Amber is placed with Teresa V. (Teresa)



On March 9, 2005, Amber was placed in the home of mothers friend, Teresa, where mother also resided.



Amber is returned to mothers care, but removed again because of mothers drug use



At the consolidated adjudication and disposition hearing on April 5, 2005, the juvenile court sustained the allegations of the first amended petition. It ordered that Amber be placed under court supervision in mothers care, on the condition that mother continue to comply with her case plan. The case plan included drug rehabilitation with random testing, parenting education, and domestic violence counseling.



Thus, Amber and mother continued to reside with Teresa. Mother helped Teresa take care of Amber. Teresa loved Amber and was willing to care for her forever. Amber became very clingy toward Teresa. She also became very angry and began whining a lot and biting her own arm very hard. Amber also became very emotional whenever Teresa left the room, and was unwilling to sleep in her own bed at night. Teresa was concerned that all the moving around [was] taking its toll on Amber.
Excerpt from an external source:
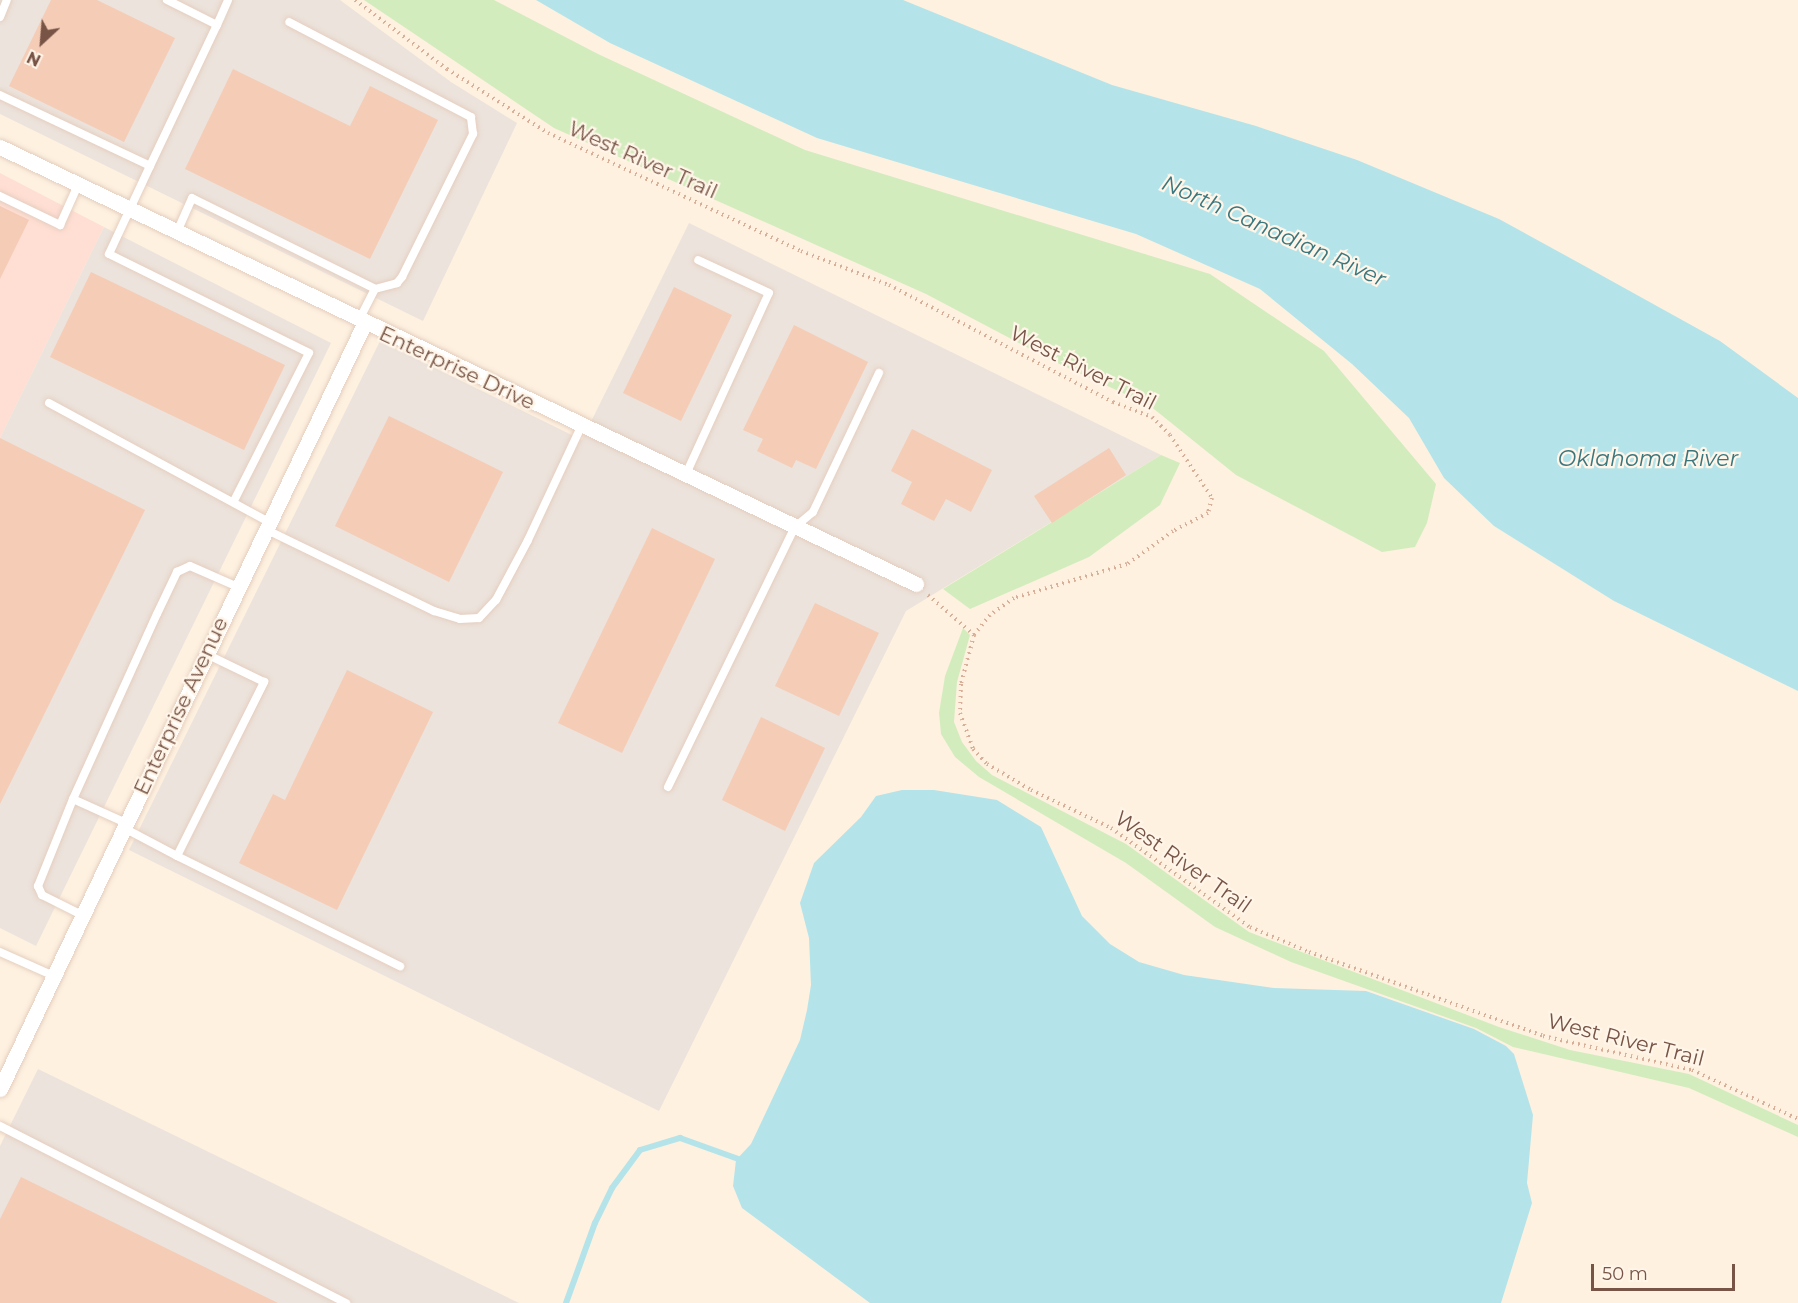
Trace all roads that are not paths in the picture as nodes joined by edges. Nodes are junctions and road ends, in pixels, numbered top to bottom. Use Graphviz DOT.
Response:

Mother then moved to a sober living facility with Amber. While she was there, she relapsed. The facility manager reported serious concerns about mothers ability to care for Amber, finding mother short tempered and not attentive toward Amber. The manager felt that mother had a difficult time deciding which is more important, Amber or her boyfriend. She reported a few small incidents where Amber . . . hurt herself. On one occasion, while mother was on the telephone with her boyfriend, and not paying attention, Amber fell and hit her head very hard. Mother believed that the manager had totally over reacted by taking Amber to the doctor. Mother also said that she did not feel that using drugs had much to do with Amber, who was too little to really understand what was going on. According to DCFS, mother failed to see the connection between her drug use, and her inability to appropriately parent.
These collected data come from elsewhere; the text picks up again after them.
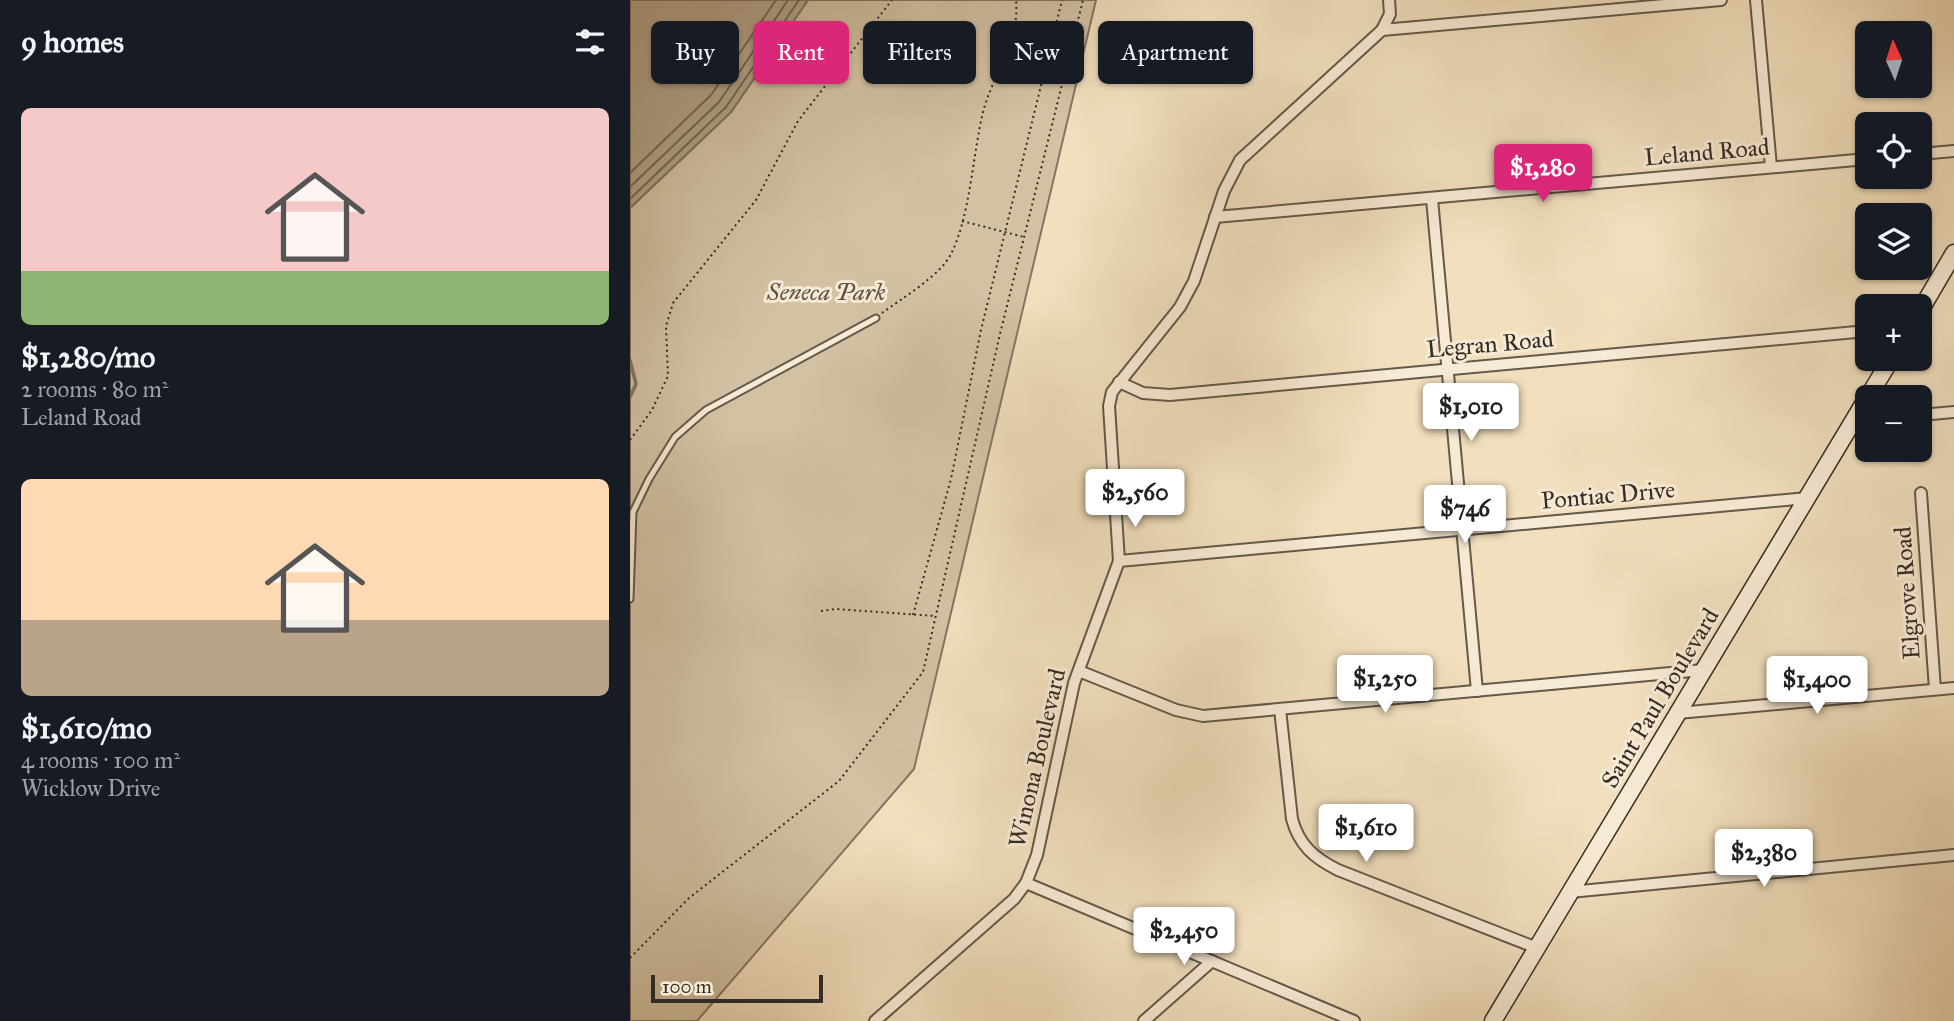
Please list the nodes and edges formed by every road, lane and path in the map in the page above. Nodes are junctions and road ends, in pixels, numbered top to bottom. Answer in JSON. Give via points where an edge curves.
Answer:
{"nodes":[{"id":1,"x":892,"y":0,"type":"edge"},
{"id":2,"x":1016,"y":0,"type":"edge"},
{"id":3,"x":1062,"y":0,"type":"edge"},
{"id":4,"x":1083,"y":0,"type":"edge"},
{"id":5,"x":1389,"y":0,"type":"edge"},
{"id":6,"x":1721,"y":0,"type":"edge"},
{"id":7,"x":1756,"y":0,"type":"edge"},
{"id":8,"x":1382,"y":30,"type":"junction"},
{"id":9,"x":1954,"y":151,"type":"edge"},
{"id":10,"x":1932,"y":153,"type":"edge"},
{"id":11,"x":1855,"y":160,"type":"edge"},
{"id":12,"x":1771,"y":167,"type":"junction"},
{"id":13,"x":1432,"y":198,"type":"junction"},
{"id":14,"x":1215,"y":218,"type":"junction"},
{"id":15,"x":961,"y":220,"type":"junction"},
{"id":16,"x":1005,"y":232,"type":"junction"},
{"id":17,"x":1024,"y":237,"type":"junction"},
{"id":18,"x":1954,"y":253,"type":"edge"},
{"id":19,"x":1930,"y":294,"type":"edge"},
{"id":20,"x":876,"y":318,"type":"joint"},
{"id":21,"x":1855,"y":332,"type":"edge"},
{"id":22,"x":1448,"y":369,"type":"junction"},
{"id":23,"x":1119,"y":382,"type":"junction"},
{"id":24,"x":1954,"y":412,"type":"edge"},
{"id":25,"x":1932,"y":414,"type":"edge"},
{"id":26,"x":1855,"y":427,"type":"edge"},
{"id":27,"x":630,"y":440,"type":"edge"},
{"id":28,"x":1921,"y":493,"type":"dead end"},
{"id":29,"x":1807,"y":498,"type":"junction"},
{"id":30,"x":1464,"y":530,"type":"junction"},
{"id":31,"x":1119,"y":561,"type":"junction"},
{"id":32,"x":630,"y":599,"type":"edge"},
{"id":33,"x":821,"y":611,"type":"dead end"},
{"id":34,"x":913,"y":615,"type":"junction"},
{"id":35,"x":936,"y":616,"type":"junction"},
{"id":36,"x":1703,"y":670,"type":"junction"},
{"id":37,"x":1079,"y":671,"type":"junction"},
{"id":38,"x":1954,"y":688,"type":"edge"},
{"id":39,"x":1935,"y":689,"type":"junction"},
{"id":40,"x":1477,"y":691,"type":"junction"},
{"id":41,"x":1280,"y":709,"type":"junction"},
{"id":42,"x":1678,"y":713,"type":"junction"},
{"id":43,"x":1954,"y":855,"type":"edge"},
{"id":44,"x":1026,"y":883,"type":"junction"},
{"id":45,"x":1570,"y":892,"type":"junction"},
{"id":46,"x":1537,"y":948,"type":"junction"},
{"id":47,"x":630,"y":958,"type":"edge"},
{"id":48,"x":1212,"y":961,"type":"junction"},
{"id":49,"x":875,"y":1021,"type":"edge"},
{"id":50,"x":1144,"y":1021,"type":"edge"},
{"id":51,"x":1354,"y":1021,"type":"edge"},
{"id":52,"x":1493,"y":1021,"type":"edge"}],
"edges":[{"from":1,"to":27,"type":"path","via":[[798,121],[756,200],[673,303],[666,326],[668,376],[652,410]]},
{"from":2,"to":15,"type":"path","via":[[1013,35],[984,111]]},
{"from":3,"to":16,"type":"path"},
{"from":4,"to":17,"type":"path"},
{"from":5,"to":8,"type":"street","via":[[1390,14]]},
{"from":6,"to":8,"type":"street"},
{"from":7,"to":12,"type":"street"},
{"from":8,"to":14,"type":"street","name":"Winona Boulevard","via":[[1245,154],[1231,174]]},
{"from":9,"to":10,"type":"street"},
{"from":11,"to":12,"type":"street","name":"Leland Road"},
{"from":12,"to":13,"type":"street","name":"Leland Road"},
{"from":13,"to":14,"type":"street","name":"Leland Road"},
{"from":13,"to":22,"type":"street"},
{"from":14,"to":23,"type":"street","name":"Winona Boulevard","via":[[1194,281],[1180,307]]},
{"from":15,"to":16,"type":"path"},
{"from":15,"to":20,"type":"path","via":[[951,255]]},
{"from":16,"to":17,"type":"path"},
{"from":16,"to":34,"type":"path","via":[[951,479]]},
{"from":17,"to":35,"type":"path"},
{"from":18,"to":19,"type":"main road"},
{"from":20,"to":32,"type":"lane","via":[[706,410],[675,437],[633,512]]},
{"from":21,"to":22,"type":"street","name":"Legran Road"},
{"from":22,"to":23,"type":"street","name":"Legran Road","via":[[1170,395],[1143,393]]},
{"from":22,"to":30,"type":"street"},
{"from":23,"to":31,"type":"street","name":"Winona Boulevard","via":[[1109,406]]},
{"from":24,"to":25,"type":"street"},
{"from":26,"to":29,"type":"main road","name":"Saint Paul Boulevard"},
{"from":28,"to":39,"type":"street","name":"Elgrove Road"},
{"from":29,"to":30,"type":"street","name":"Pontiac Drive"},
{"from":29,"to":36,"type":"main road","name":"Saint Paul Boulevard"},
{"from":30,"to":31,"type":"street","name":"Pontiac Drive"},
{"from":30,"to":40,"type":"street"},
{"from":31,"to":37,"type":"street","name":"Winona Boulevard"},
{"from":33,"to":34,"type":"path"},
{"from":34,"to":35,"type":"path"},
{"from":35,"to":47,"type":"path","via":[[923,673],[839,781],[689,898]]},
{"from":36,"to":40,"type":"street"},
{"from":36,"to":42,"type":"main road","name":"Saint Paul Boulevard"},
{"from":37,"to":41,"type":"street","via":[[1189,714]]},
{"from":37,"to":44,"type":"street","name":"Winona Boulevard","via":[[1037,855]]},
{"from":38,"to":39,"type":"street"},
{"from":39,"to":42,"type":"street"},
{"from":40,"to":41,"type":"street"},
{"from":41,"to":46,"type":"street","via":[[1292,819],[1312,855],[1338,870]]},
{"from":42,"to":45,"type":"main road","name":"Saint Paul Boulevard"},
{"from":43,"to":45,"type":"street"},
{"from":44,"to":48,"type":"street"},
{"from":44,"to":49,"type":"street","name":"Winona Boulevard","via":[[1014,900]]},
{"from":45,"to":46,"type":"main road","name":"Saint Paul Boulevard"},
{"from":46,"to":52,"type":"main road","name":"Saint Paul Boulevard"},
{"from":48,"to":50,"type":"street"},
{"from":48,"to":51,"type":"street"}]}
At some point, mother called DCFS and conceded that she could not take care of Amber and stay sober at the same time. Mother wanted Teresa to take Amber back while mother focused on her sobriety. However, instead of working on her sobriety, mother left the sober living facility on August 17, 2005. She explained to the DCFS social worker that she resented being confronted in therapy about her lack of commitment to recover. She did not appreciate that in her group therapy sessions, other participants were giving attitude. She moved back into the area where she had once abused drugs.



As a result of the foregoing, DCFS removed Amber from mother and placed her back with Teresa.
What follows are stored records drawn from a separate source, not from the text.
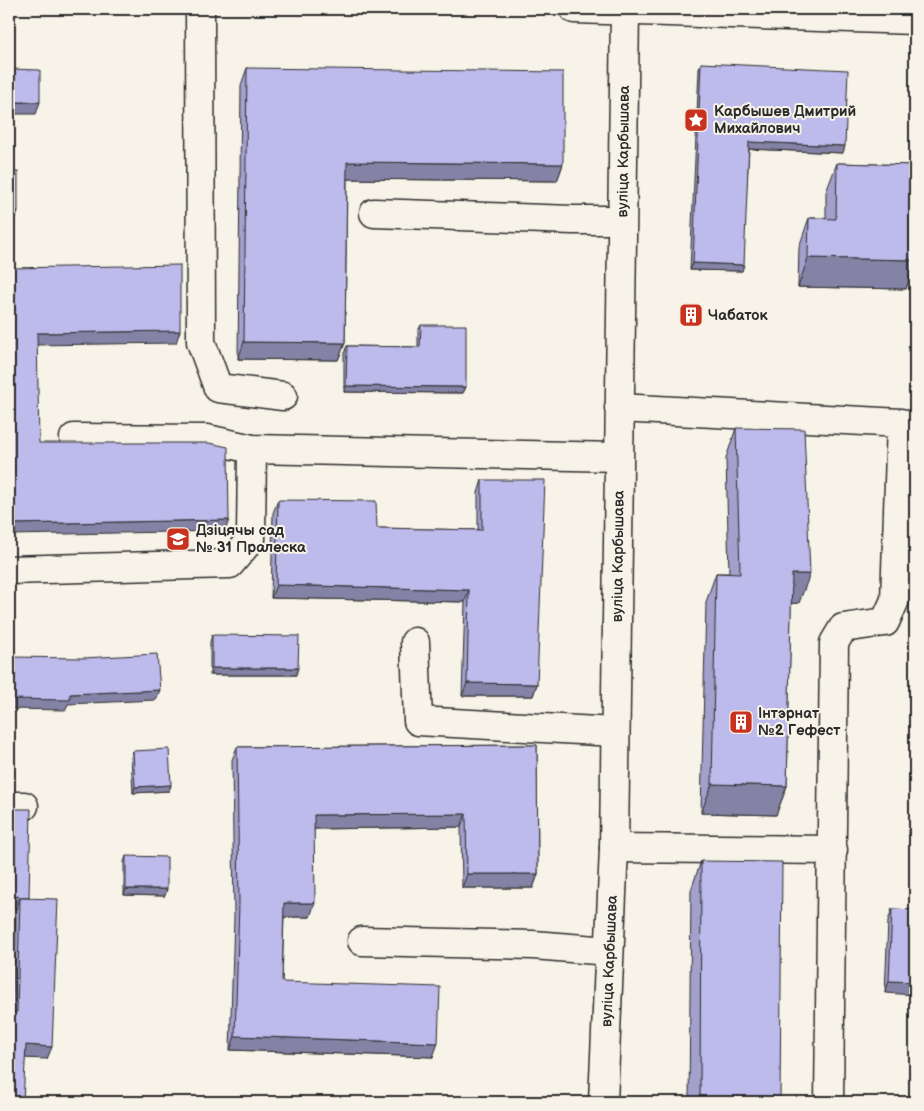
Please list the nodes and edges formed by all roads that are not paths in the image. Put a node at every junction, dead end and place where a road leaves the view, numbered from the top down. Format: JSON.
{"nodes":[{"id":1,"x":200,"y":9,"type":"edge"},
{"id":2,"x":574,"y":9,"type":"edge"},
{"id":3,"x":625,"y":10,"type":"edge"},
{"id":4,"x":915,"y":20,"type":"edge"},
{"id":5,"x":374,"y":213,"type":"dead end"},
{"id":6,"x":621,"y":220,"type":"junction"},
{"id":7,"x":282,"y":396,"type":"dead end"},
{"id":8,"x":619,"y":408,"type":"junction"},
{"id":9,"x":908,"y":424,"type":"edge"},
{"id":10,"x":74,"y":438,"type":"dead end"},
{"id":11,"x":252,"y":449,"type":"junction"},
{"id":12,"x":618,"y":458,"type":"junction"},
{"id":13,"x":9,"y":570,"type":"edge"},
{"id":14,"x":415,"y":642,"type":"dead end"},
{"id":15,"x":615,"y":732,"type":"junction"},
{"id":16,"x":614,"y":848,"type":"junction"},
{"id":17,"x":833,"y":850,"type":"junction"},
{"id":18,"x":362,"y":941,"type":"dead end"},
{"id":19,"x":610,"y":951,"type":"junction"},
{"id":20,"x":603,"y":1102,"type":"edge"},
{"id":21,"x":829,"y":1102,"type":"edge"}],
"edges":[{"from":1,"to":7,"type":"street"},
{"from":2,"to":3,"type":"street"},
{"from":3,"to":4,"type":"street"},
{"from":3,"to":6,"type":"street","name":"вуліца Карбышава"},
{"from":5,"to":6,"type":"street"},
{"from":6,"to":8,"type":"street","name":"вуліца Карбышава"},
{"from":8,"to":9,"type":"street"},
{"from":8,"to":12,"type":"street","name":"вуліца Карбышава"},
{"from":9,"to":17,"type":"street"},
{"from":10,"to":11,"type":"street"},
{"from":11,"to":12,"type":"street"},
{"from":11,"to":13,"type":"street"},
{"from":12,"to":15,"type":"street","name":"вуліца Карбышава"},
{"from":14,"to":15,"type":"street"},
{"from":15,"to":16,"type":"street","name":"вуліца Карбышава"},
{"from":16,"to":17,"type":"street"},
{"from":16,"to":19,"type":"street","name":"вуліца Карбышава"},
{"from":17,"to":21,"type":"street"},
{"from":18,"to":19,"type":"street"},
{"from":19,"to":20,"type":"street","name":"вуліца Карбышава"}]}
Subsequent detention and adjudication hearings; Amber is placed with Teresa and then with another foster family



At the detention hearing on August 26, 2005, the juvenile court found a prima facie case that mothers relapse placed Amber in substantial danger. A month later, at the combined adjudication and disposition hearing, the juvenile court ordered that Amber remain with Teresa out of mothers care. Mother was ordered to receive monitored visitation and reunification services; she also was instructed to comply with the original April 5, 2005, case plan.



Three days later, Teresa informed DCFS that she could no longer provide for Amber and watch her go through this again with [mother], knowing that she is still living the life style that [led] to DCFS intervention. She requested that Amber be placed with someone else.



Consequently, Amber was removed from Teresas home and placed with Ms. H. Ms. H. reported that Amber would bite herself, leaving teeth prints. She also began to have trouble forming words, and was eventually diagnosed with developmental delays. Amber and mother conversed on the telephone for five to 10 minutes on most days, and had monitored visits three times a week. However, mother was still missing drug tests and had not begun her drug treatment plan.



On November 8, 2005, mother disclosed that she was two months pregnant.



Mothers reunification services are terminated



On January 10, 2006, mother informed DCFS that she wanted Ms. H. to be Ambers legal guardian.[3] Meanwhile, Ms. H. reported that she was moving out of state before the case would be resolved; thus, Amber needed to be moved again.



Between October 2005 and February 2006, mothers drug testing results were as follows: seven no shows and two tests with negative results.



At the April 21, 2006, status review hearing ( 366.21, subd. (e)), mother changed her mind and decided that she did still want to receive reunification services. Mother had just enrolled in an outpatient drug treatment program on April 5, 2006. However, between October 2005 and April 2006, mother had only shown up for three out of 10 drug tests. The juvenile court noted that seven no-show tests were considered dirty tests. When asked why she waited until April 2006 to enroll in a drug treatment program, mother had no answer for the juvenile court. Given mothers inconsistent participation in drug treatment, her relapses, and her no-shows for drug tests, the juvenile court found that there was no probability of Ambers return to mothers care in the next six months. The juvenile court then granted DCFS and Ambers request that mothers reunification services be terminated.



Amber moves into the foster home of Mr. and Mrs. A.



On May 4, 2006, Amber moved in with her current foster-adopt parents, Mr. and Mrs. A. They are anxiously waiting to adopt Amber and cannot picture their life without her. They are totally committed to Amber. They love her very much. The DCFS social worker observed their warm, nurturing relationship with Amber.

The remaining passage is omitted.